Bumps the bundled all-MiniLM-L6-v2 ONNX model from v5 (current production) to v31. Drop-in replacement — no API, peer-dep, or model-format changes. Same 22 MB int8-quantized ONNX, same tokenizer.

v31 builds on v28 (this PR's earlier candidate) by adding emoji-CI-benign training data with per-sample loss weight 0.7 to close the [bracket-tag] + ✅ + imperative residual that real Claude Code plugin sessions still hit on v28 (lefthook output scored 0.978 → 0.332). The 0.7× weighting was tuned to avoid the connector-FPR regression that the unweighted v29 variant caused.

This PR ships only the model swap.
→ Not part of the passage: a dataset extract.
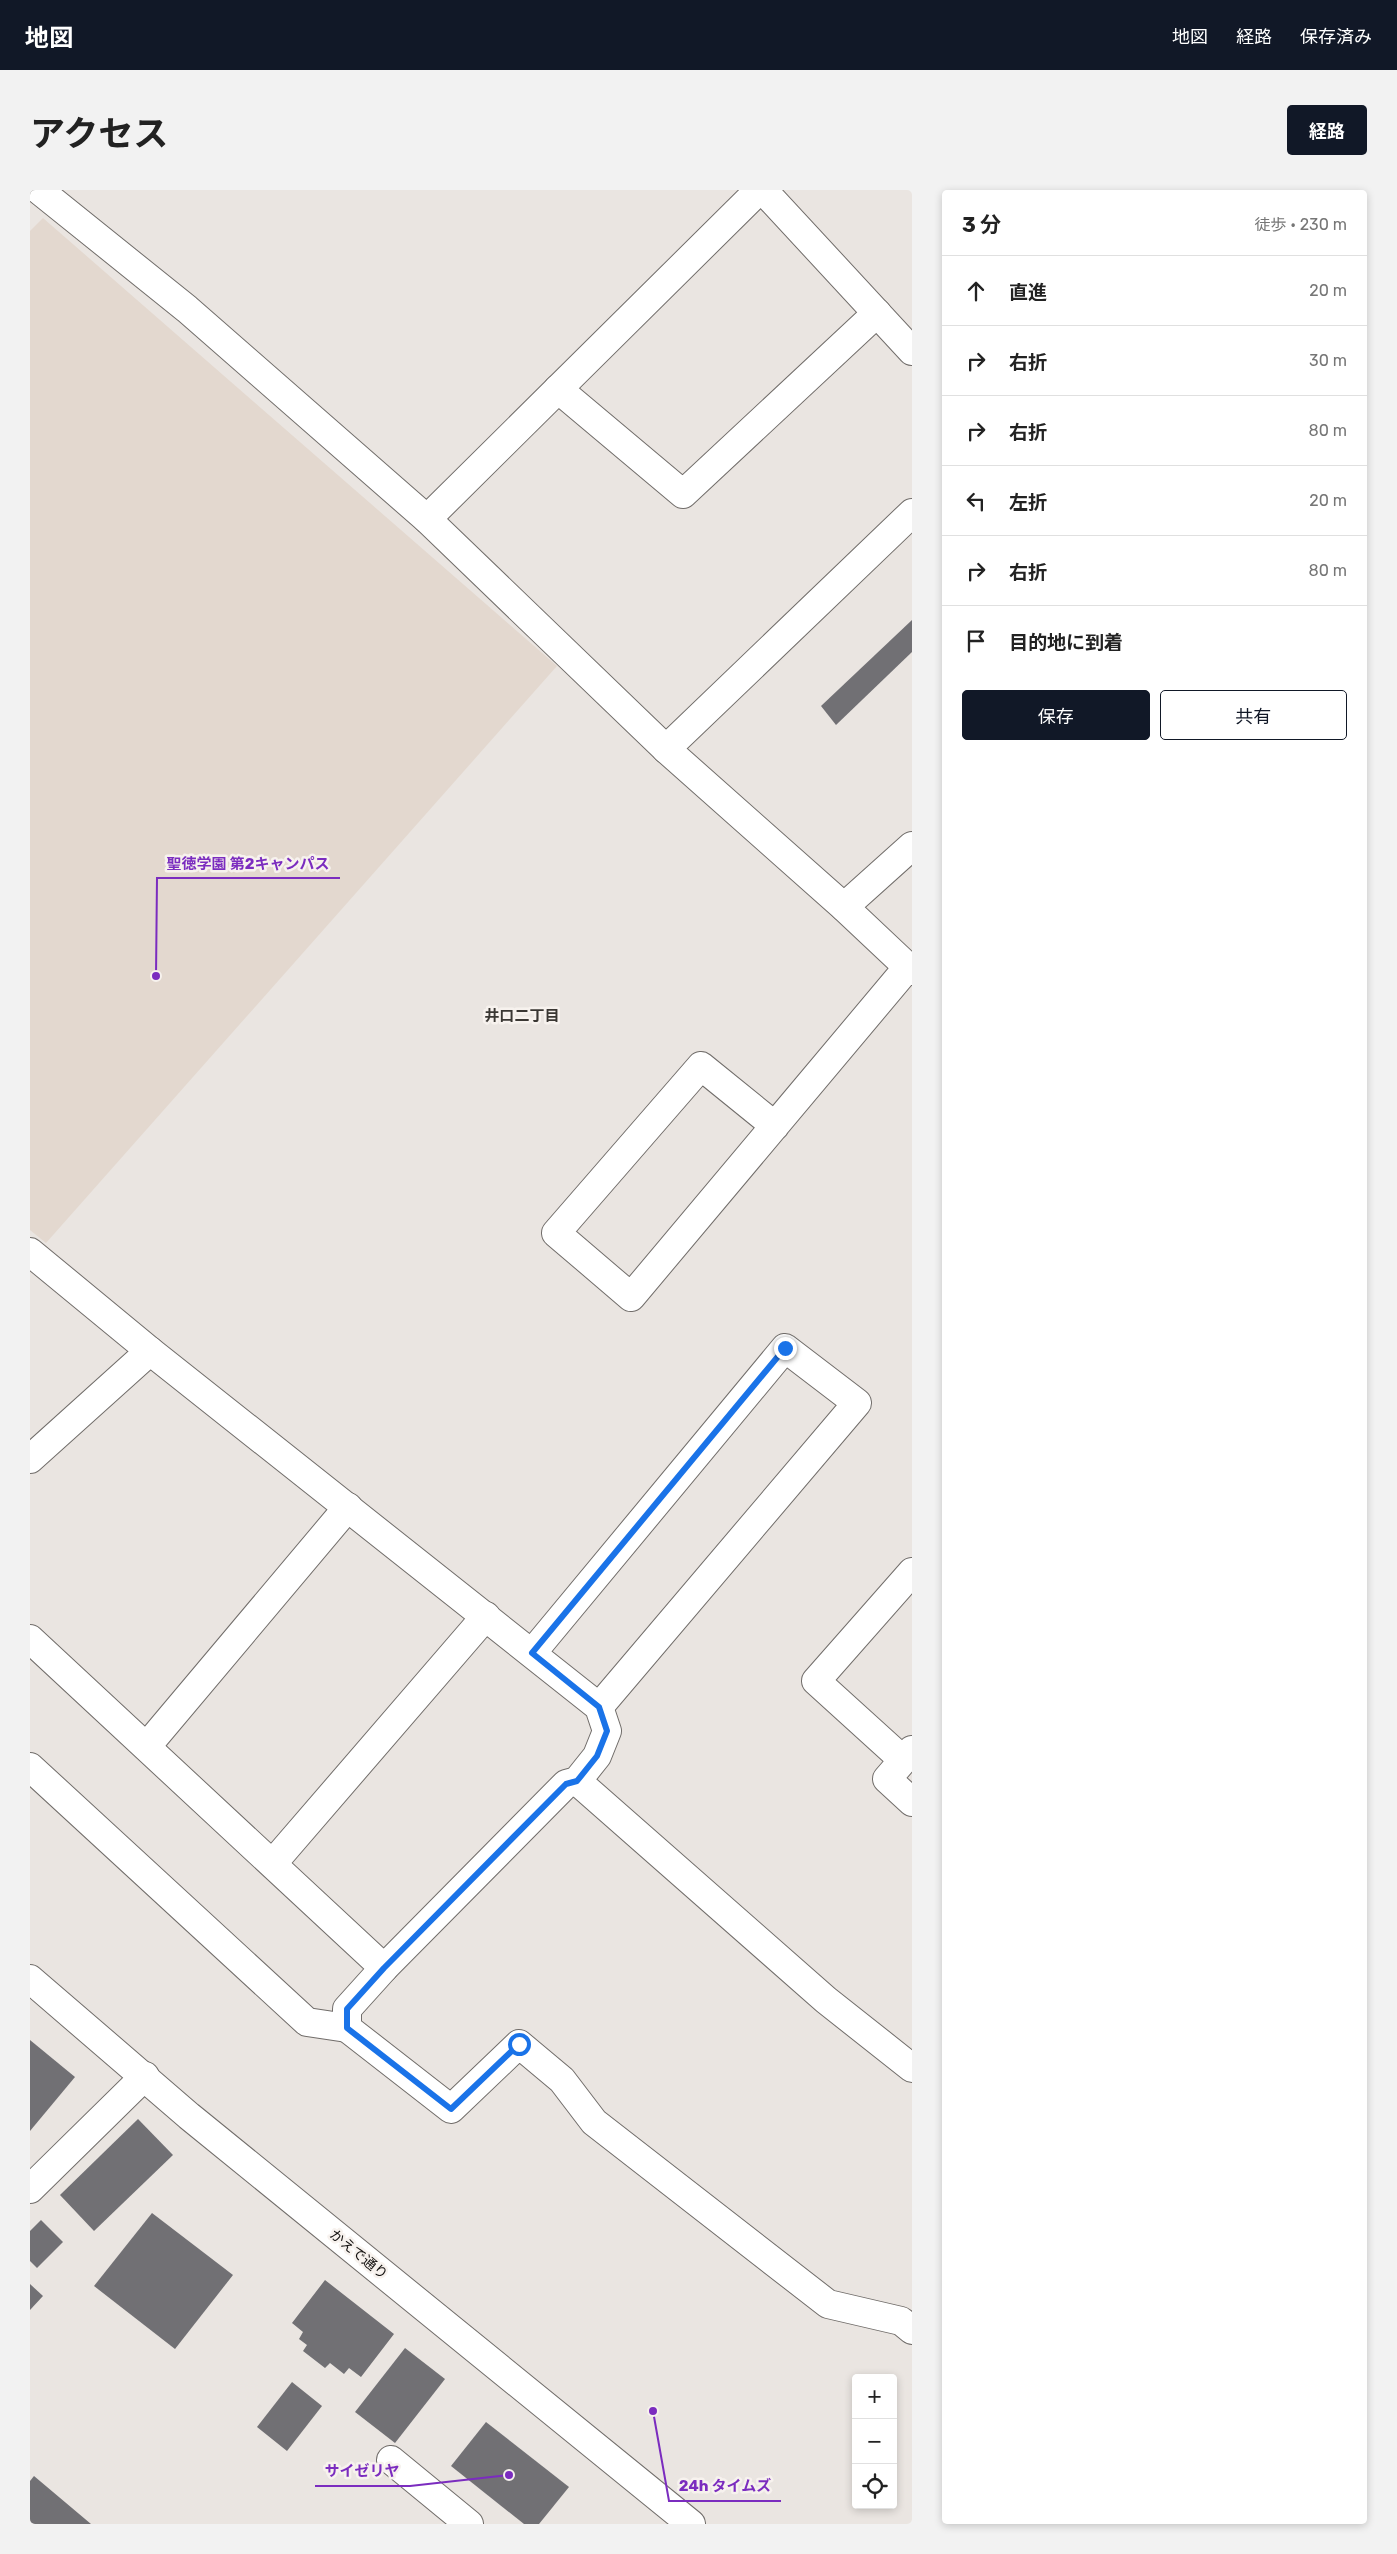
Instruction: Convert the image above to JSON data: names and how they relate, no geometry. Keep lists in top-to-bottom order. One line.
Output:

The feat/obfuscation-normalisation branch is independent and ships separately.

Training data delta vs v5

v31 training adds four sources on top of v5's mix:

  • dev-tooling-hardneg-curated (1395 benign rows) — tracebacks from bigcode/the-stack-github-issues, AI-vocab commit subjects from JetBrains-Research/commit-chronicle, lint output. Swarm-reviewed for label noise.
  • agentshield-shape-attacks (~250 generated attacks) — imperative + tool reference + path/command + harmful intent shape (the AgentShield tool-abuse regression class identified via per-case diagnostic).
  • system-prompt-extraction-attacks (~170 generated attacks) — direct, authority, roleplay, encoded, exfil-via-URL, tool-smuggle, encoded-output, cross-context, fake-system shapes.
  • emoji-ci-benign (141 benign rows, per-sample loss weight 0.7×) — CI/lint output with checkmark/cross/warning emojis across pytest, eslint, lefthook, GitHub Actions, terraform plan, npm audit shapes.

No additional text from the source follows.